Doctor Who, season 9, Heaven Sent

The Doctor was completely on his own this week, and the results were positively chilling. And important. Safe to say, we’ve been building up to this episode for a long time.

 

Summary

The Doctor is teleported to a large, spoke-like castle in the middle of an ocean. He searches around and finds that there is a monster (referred to as the Veil) slowly stalking him. It corners him, and the Doctor escapes only after admitting that he’s afraid to die, causing the Veil to freeze and the castle to reorganize itself like a shifting maze. The Doctor gets cornered again, this time choosing to jump out the window and finding that the water below is populated by countless skulls. When he’s falling out of the window, he retreats to a safe “room” of sorts in his head that looks like the TARDIS console room and contains a still figure of Clara who writes questions on a chalkboard to prompt the Doctor into thinking; while doing so, he comes to the conclusion that this place has been designed to frighten him. He gets out of the water and finds that there are dry replicas of his clothes waiting in a room with a fireplace. He arrives in a courtyard, where there is a mound of earth that he is meant to dig up. As the sun sets, the Doctor notes that the stars are in the wrong position for the teleport’s supposed range. He digs until he discovers a message: the words “I am in 12.” He begins searching for Room #12.

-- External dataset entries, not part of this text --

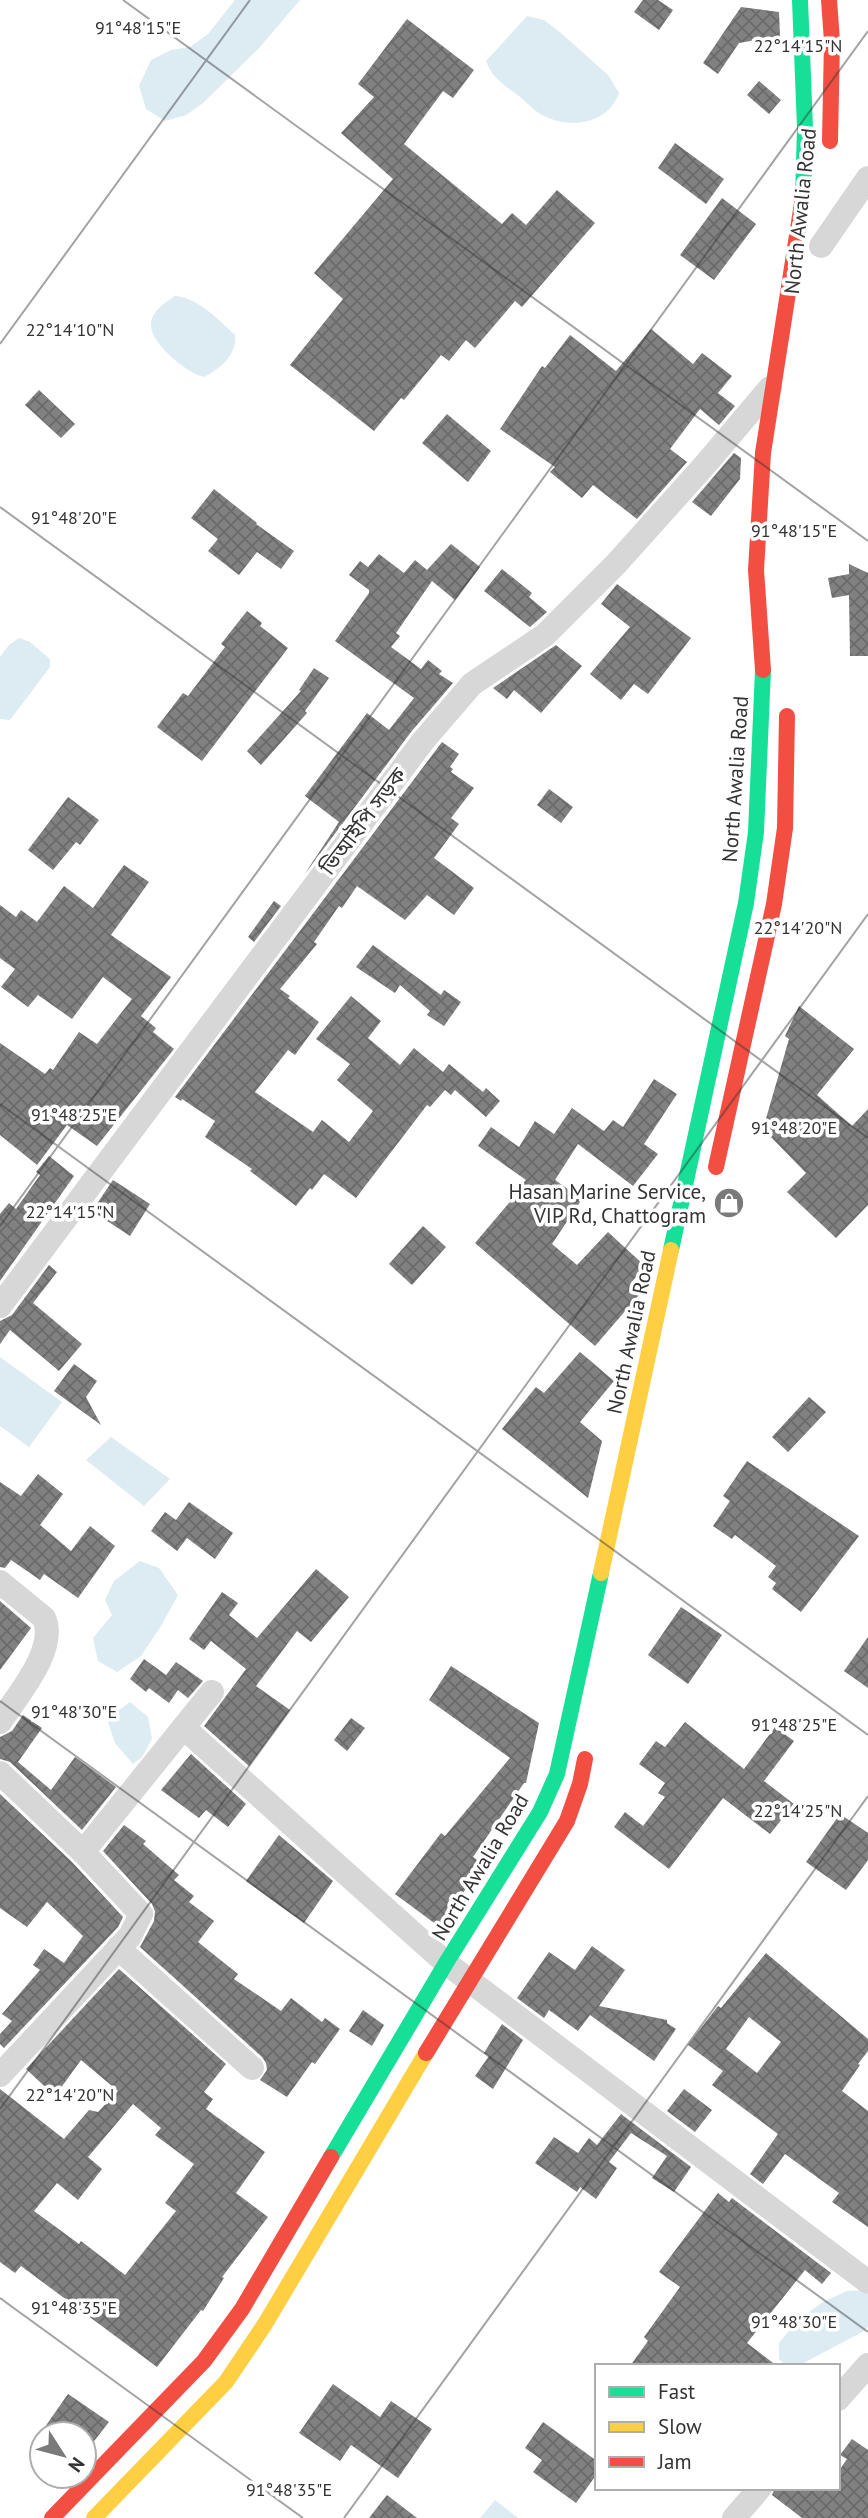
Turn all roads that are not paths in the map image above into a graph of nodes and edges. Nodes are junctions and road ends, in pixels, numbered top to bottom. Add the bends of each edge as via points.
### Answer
1 (800, 0) edge
2 (829, 0) edge
3 (830, 152) dead end
4 (868, 178) edge
5 (824, 219) dead end
6 (820, 253) joint
7 (775, 382) junction
8 (788, 702) dead end
9 (712, 1188) dead end
10 (0, 1306) edge
11 (0, 1583) edge
12 (212, 1692) dead end
13 (0, 1721) edge
14 (184, 1728) junction
15 (589, 1743) dead end
16 (0, 1773) edge
17 (83, 1852) junction
18 (118, 1948) junction
19 (446, 1963) junction
20 (469, 1980) junction
21 (252, 2068) dead end
22 (0, 2075) edge
23 (868, 2282) edge
24 (868, 2365) edge
25 (840, 2397) edge
26 (758, 2490) edge
27 (52, 2518) edge
28 (94, 2518) edge
29 (734, 2518) edge

1 - 7 main road, North Awalia Road via 806,128 803,198
2 - 3 main road, North Awalia Road
4 - 6 street
5 - 6 main road, North Awalia Road
7 - 10 street, ভিআইপি সড়ক via 616,564 545,635 472,684 423,741
7 - 19 main road, North Awalia Road via 763,453 757,557 761,740 746,903 557,1774 540,1812
8 - 9 main road via 785,828 774,904
11 - 13 street via 48,1626 44,1653
12 - 14 street
14 - 17 street
14 - 19 street
15 - 20 main road via 567,1821
16 - 17 street
17 - 18 street via 141,1914
18 - 21 street
18 - 22 street
19 - 20 street
19 - 27 main road, North Awalia Road via 242,2309 204,2361
20 - 23 street
20 - 28 main road via 226,2382
24 - 25 street
26 - 29 street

It becomes apparent that that rooms in this castle reset themselves as soon as he leaves them. The teleport room has a skull hooked into some electrodes at the console and the word “Bird” written in sand on the floor. The Doctor has realized that the Veil freezes only when he tells a truth that no one else knows, so the next time he’s caught, he tells the thing that he ran from Gallifrey because he was scared—not bored, as he used to say. He gets to the top tower of the castle and notes that the stars reflect a sky 7,000 years in the future, but knows that the teleporter could not have cause him to travel through time. He drops the skull he found in a teleportation room into the water below. The Doctor eventually finds Room 12, but he needs to castle to shift again before he can enter, so he waits for the Veil and tells it another truth—that Gallifrey has a prophecy about a “hybrid” made up of two warrior races that will destroy Gallifrey. The Doctor admits that he knows what the hybrid is.

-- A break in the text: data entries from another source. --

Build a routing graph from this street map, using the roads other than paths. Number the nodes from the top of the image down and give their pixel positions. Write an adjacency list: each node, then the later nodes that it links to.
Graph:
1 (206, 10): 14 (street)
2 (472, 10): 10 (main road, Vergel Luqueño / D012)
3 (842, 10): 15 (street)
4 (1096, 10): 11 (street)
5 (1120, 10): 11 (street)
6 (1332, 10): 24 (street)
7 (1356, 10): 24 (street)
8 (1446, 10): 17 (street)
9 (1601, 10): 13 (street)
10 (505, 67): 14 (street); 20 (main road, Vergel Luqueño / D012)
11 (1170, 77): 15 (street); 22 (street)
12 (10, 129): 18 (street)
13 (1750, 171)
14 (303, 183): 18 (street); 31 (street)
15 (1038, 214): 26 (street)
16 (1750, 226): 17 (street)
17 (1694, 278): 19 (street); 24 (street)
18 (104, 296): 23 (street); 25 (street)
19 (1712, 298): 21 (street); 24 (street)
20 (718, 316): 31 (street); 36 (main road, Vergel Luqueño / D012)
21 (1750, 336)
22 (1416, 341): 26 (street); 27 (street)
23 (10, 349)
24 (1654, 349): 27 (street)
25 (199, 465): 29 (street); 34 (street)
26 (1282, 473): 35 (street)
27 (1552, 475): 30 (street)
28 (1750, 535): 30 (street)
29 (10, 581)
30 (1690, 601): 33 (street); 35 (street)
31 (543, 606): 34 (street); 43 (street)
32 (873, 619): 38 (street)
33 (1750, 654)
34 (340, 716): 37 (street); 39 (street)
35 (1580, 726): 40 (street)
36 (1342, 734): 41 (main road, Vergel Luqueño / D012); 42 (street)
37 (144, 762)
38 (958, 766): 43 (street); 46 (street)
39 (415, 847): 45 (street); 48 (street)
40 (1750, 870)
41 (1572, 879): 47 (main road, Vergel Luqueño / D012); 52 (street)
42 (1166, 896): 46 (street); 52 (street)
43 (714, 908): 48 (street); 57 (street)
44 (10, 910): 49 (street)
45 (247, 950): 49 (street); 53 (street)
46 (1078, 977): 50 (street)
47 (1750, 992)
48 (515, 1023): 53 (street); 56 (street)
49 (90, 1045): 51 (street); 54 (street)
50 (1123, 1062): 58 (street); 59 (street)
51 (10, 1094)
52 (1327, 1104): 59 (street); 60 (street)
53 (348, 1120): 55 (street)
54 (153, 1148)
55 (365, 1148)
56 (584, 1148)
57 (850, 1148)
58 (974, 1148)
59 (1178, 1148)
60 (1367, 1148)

Doctor Who, season 9, Heaven Sent

This opens Room 12, and the Doctor finds a large block of Azbantium—400 times stronger than diamond—blocking the way, and the word “Home” on it. He assumes that the TARDIS is on the other side. Suddenly, the Doctor realizes that the word “Bird” was a reference to a Brothers Grimm story called “The Shepherd Boy,” featuring a bird who wears away a diamond mountain with his beak over countless ages. He is quickly losing his will to continue, but Clara’s voice reaches him, telling him not to give up. As the Veil approaches, the Doctor begins punching at the Azbantium wall, destroying his own hand. The Veil burns him, destroying his ability to regenerate and causing a slow death. As he’s dying, the Doctor crawls back to the teleport room; the teleport has a copy of himself inside, just as he arrived, but it needs power to work—so the Doctor hooks himself into the teleport after drawing the word “Bird” in the sand. The Doctor replays this exact scenario over and over for billions of years, each time chipping just a tiny bit out of the Azbantium until he finally breaks through one day.

The castle turns out to be contained within his confession dial, and on the other side of the Azbantium wall… is Gallifrey. The Doctor encounters a boy, telling him to head back to the Citadel and tell them he’s returned. He also claims that the prophecies are wrong: The Hybrid is not half-Dalek, half-Time Lord. He is the Hybrid.

Doctor Who, season 9, Heaven Sent

 

Commentary

Okay. So I had this pegged as the Time Lords before the episode started. Because we know we’ve been leading up to this since the 50th anniversary special, and it made sense to me that this would be the point where it occurred. (It also makes sense that a plot by the Time Lords to get the Doctor to punch through to Gallifrey would accidentally result in the death of his companion, since they are typically callous in that regard. And that’s a definite possibility, though we still don’t technically know who set the trap.) I don’t feel like the episode was going out of its way to hide their hand in the plot, either; the teleporter has a console with Gallifreyan symbols on it, and too much of the castle concerned the Doctor’s very early past.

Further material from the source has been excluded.